An NHS database of patients’ records – can it reduce medical mistakes in elderly and emergency care? Image

An NHS database of patients’ records – can it reduce medical mistakes in elderly and emergency care?

Posted: 05/09/2013

Lucie Prothero of Penningtons’ clinical negligence team shares her experience

Health Secretary, Jeremy Hunt, has announced a new push to create a complete database of NHS patients’ records. The Government is to provide a £1 billion technology fund for new IT systems to enable the database to be set up and operated nationwide.

The database is planned to contain the nation’s medical details in the hope that the sharing of such information will help ease pressures on A&E departments by cutting down on the paperwork that hampers clinicians. It should allow hospital consultants, GP surgeries, social workers and out-of-hours doctors to share patients’ electronic records routinely so that a full knowledge of their medical history is available. This is particularly important for patients in an emergency situation where knowledge of previous history or medication can be vital.

In support of the plan, Mr Hunt has highlighted scenarios where patients are dying because they are being prescribed the wrong drug and elderly dementia patients are turning up at A&E with no one able to access their medical history. These problems reflect Penningtons’ experience.

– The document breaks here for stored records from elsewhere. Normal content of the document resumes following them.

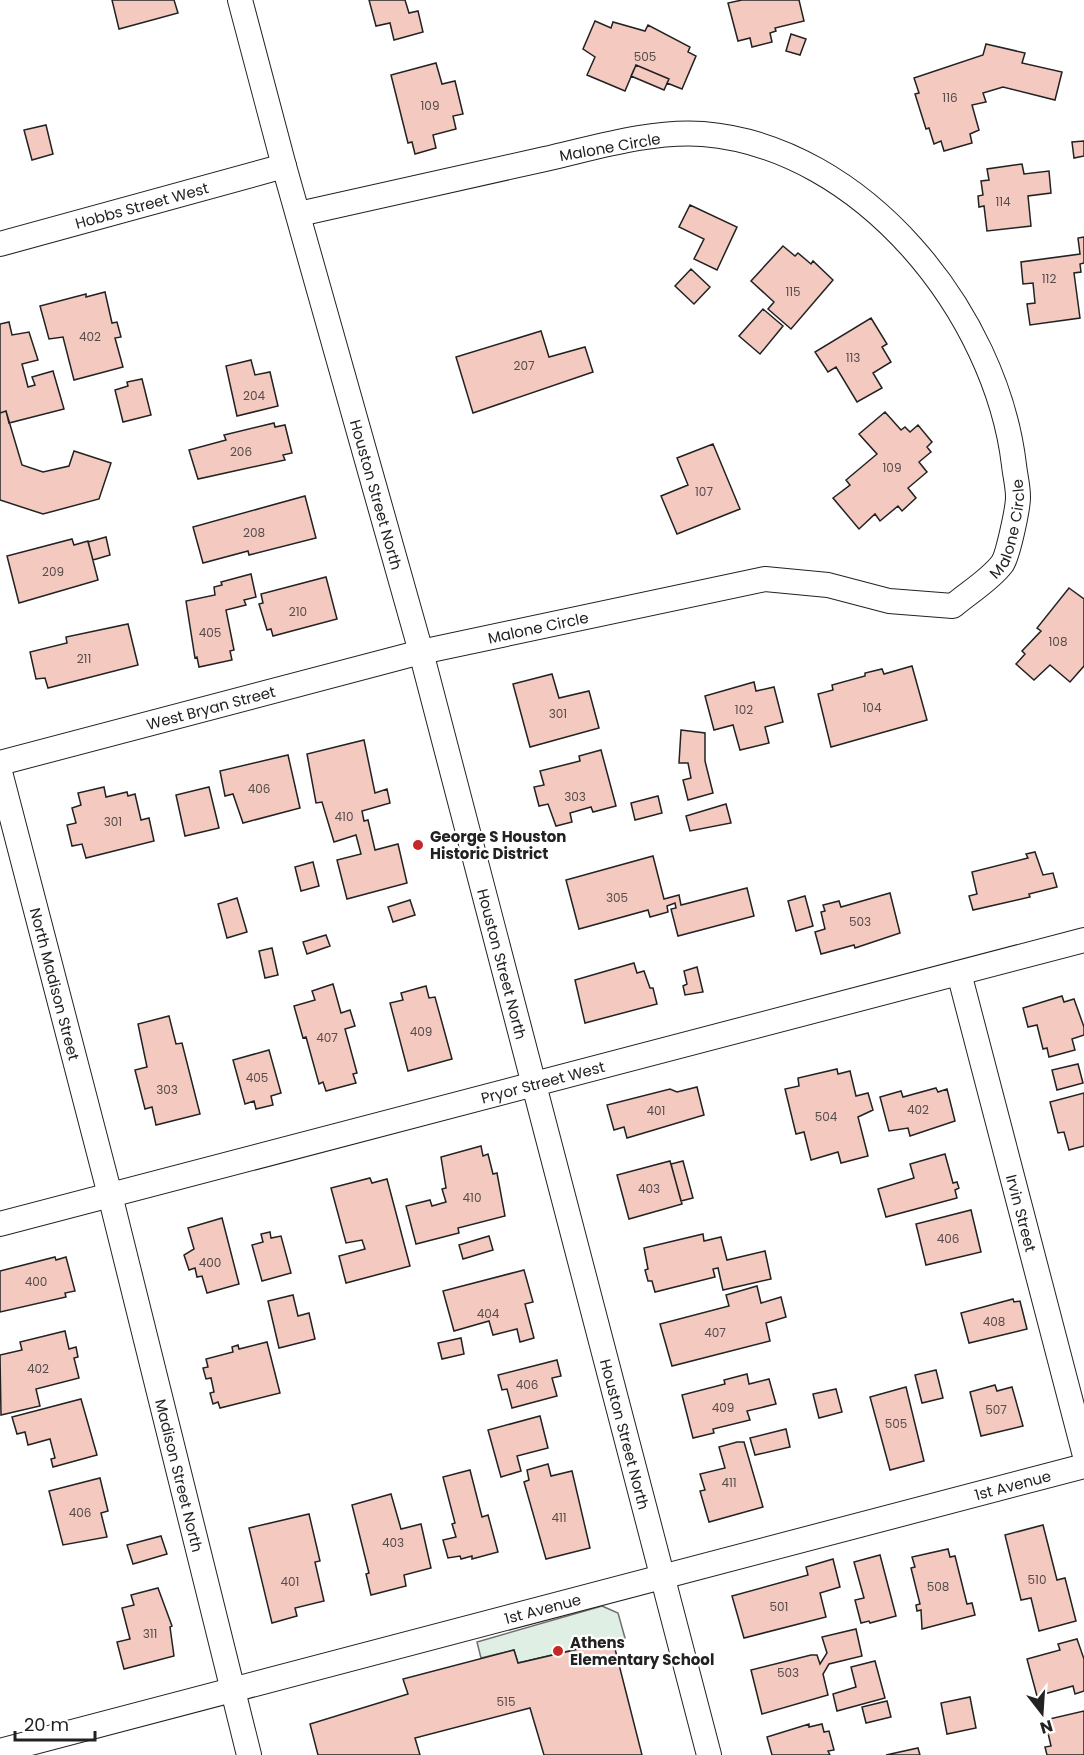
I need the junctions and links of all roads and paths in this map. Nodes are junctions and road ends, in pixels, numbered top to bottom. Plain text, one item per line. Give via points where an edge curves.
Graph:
1 (240, 0) edge
2 (284, 166) junction
3 (299, 214) junction
4 (0, 244) edge
5 (421, 652) junction
6 (0, 763) edge
7 (0, 772) edge
8 (1084, 940) edge
9 (959, 973) junction
10 (534, 1084) junction
11 (110, 1195) junction
12 (0, 1224) edge
13 (1084, 1452) edge
14 (1084, 1466) edge
15 (662, 1576) junction
16 (231, 1689) junction
17 (0, 1750) edge
18 (249, 1755) edge
19 (710, 1755) edge

1 - 2 street, Houston Street North
2 - 3 street, Houston Street North
2 - 4 street, Hobbs Street West
3 - 5 street, Houston Street North
3 - 5 street, Malone Circle via 638,138 702,134 766,147 851,193 900,235 943,284 976,340 1010,432 1018,497 1003,563 953,606 889,601 828,585 765,579
5 - 6 street, West Bryan Street
5 - 10 street, Houston Street North
7 - 11 street, North Madison Street
8 - 9 street, Pryor Street West
9 - 10 street, Pryor Street West
9 - 13 street, Irvin Street
10 - 11 street, Pryor Street West
10 - 15 street, Houston Street North
11 - 12 street, Pryor Street West
11 - 16 street, Madison Street North
14 - 15 street, 1st Avenue
15 - 16 street, 1st Avenue
15 - 19 street, Houston Street North
16 - 17 street, 1st Avenue
16 - 18 street, Madison Street North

Privacy campaigners, however, are warning that identifiable patient data could harm the public and affect a patient’s willingness to be open when talking with their GP about issues that really concern them for fear that their notes may become available to external sources. There are also concerns that the system will only work if there is certainty that not only are all medical practitioners using it but they are also using it in the same way.

Lucie Prothero, associate in the clinical negligence team at Penningtons, said: “We see the catastrophic impact of Mr Hunt’s examples all too often. We see many sad instances where patients have been prescribed incorrect medication not just due to hospital errors but due to lack of information. Dementia and elderly patients who are hospitalised are provided with increasingly poor standards of nursing care because they cannot communicate their needs and difficulties. When close family members are not present, the admission is late at night or where a patient is transferred to a different ward in a hurry, the lack of vital information about their medical history and the risks affecting their management can have major consequences for them.

“Sadly, the number of elderly patients who suffer falls in hospital is rising prompting new NICE Guidelines this year on how to prevent them. While nurse staffing levels appear to be a key factor in falls, ready access to relevant information could improve standards. For instance, clear details about what has led to the hospital admission (i.e. was it following a fall at home?), whether there is any history of falling, details about how the patient normally mobilises (i.e. do they use a walking stick, Zimmer frame etc) or whether they are likely to forget instructions/become agitated or confused would be a huge help to hospital staff. This is just one area where we can see the benefit of hospital staff having ready access to a patient’s medical history in order to ensure the good management of elderly dementia patients.”